• [EXTRACTED INFORMATION]:
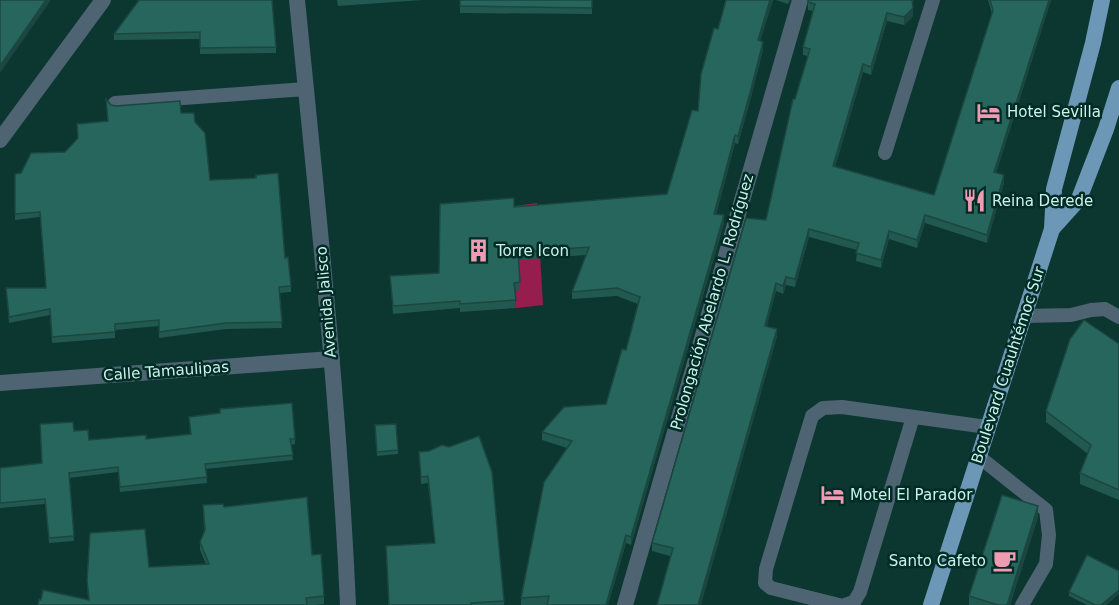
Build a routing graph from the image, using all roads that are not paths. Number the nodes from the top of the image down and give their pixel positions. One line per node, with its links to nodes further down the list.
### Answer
1 (103, 0): 9 (street)
2 (297, 0): 7 (street, Avenida Jalisco)
3 (800, 0): 20 (street, Prolongación Abelardo L. Rodríguez)
4 (933, 0): 10 (lane)
5 (1102, 0): 11 (main road, Boulevard Cuauhtémoc Sur)
6 (1119, 88): 11 (main road, Boulevard Cuauhtémoc Sur)
7 (306, 89): 8 (lane); 14 (street, Avenida Jalisco)
8 (115, 103)
9 (0, 140)
10 (885, 153)
11 (1052, 229): 12 (main road, Boulevard Cuauhtémoc Sur)
12 (1024, 316): 13 (lane); 17 (main road, Boulevard Cuauhtémoc Sur)
13 (1119, 317)
14 (332, 359): 15 (street, Calle Tamaulipas); 19 (street, Avenida Jalisco)
15 (0, 383)
16 (913, 417): 17 (lane); 21 (lane); 22 (lane)
17 (987, 427): 18 (main road, Boulevard Cuauhtémoc Sur)
18 (978, 456): 23 (main road, Boulevard Cuauhtémoc Sur); 24 (lane)
19 (348, 605)
20 (625, 605)
21 (839, 605)
22 (845, 605)
23 (931, 605)
24 (1022, 605)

• [TASK BRIEF]: Make an exact copy of the whole listing, but don't bring over any pictures.

• [SOLUTION FOR THIS EXERCISE]:
Build a routing graph from the image, using all roads that are not paths. Number the nodes from the top of the image down and give their pixel positions. One line per node, with its links to nodes further down the list.
### Answer
1 (103, 0): 9 (street)
2 (297, 0): 7 (street, Avenida Jalisco)
3 (800, 0): 20 (street, Prolongación Abelardo L. Rodríguez)
4 (933, 0): 10 (lane)
5 (1102, 0): 11 (main road, Boulevard Cuauhtémoc Sur)
6 (1119, 88): 11 (main road, Boulevard Cuauhtémoc Sur)
7 (306, 89): 8 (lane); 14 (street, Avenida Jalisco)
8 (115, 103)
9 (0, 140)
10 (885, 153)
11 (1052, 229): 12 (main road, Boulevard Cuauhtémoc Sur)
12 (1024, 316): 13 (lane); 17 (main road, Boulevard Cuauhtémoc Sur)
13 (1119, 317)
14 (332, 359): 15 (street, Calle Tamaulipas); 19 (street, Avenida Jalisco)
15 (0, 383)
16 (913, 417): 17 (lane); 21 (lane); 22 (lane)
17 (987, 427): 18 (main road, Boulevard Cuauhtémoc Sur)
18 (978, 456): 23 (main road, Boulevard Cuauhtémoc Sur); 24 (lane)
19 (348, 605)
20 (625, 605)
21 (839, 605)
22 (845, 605)
23 (931, 605)
24 (1022, 605)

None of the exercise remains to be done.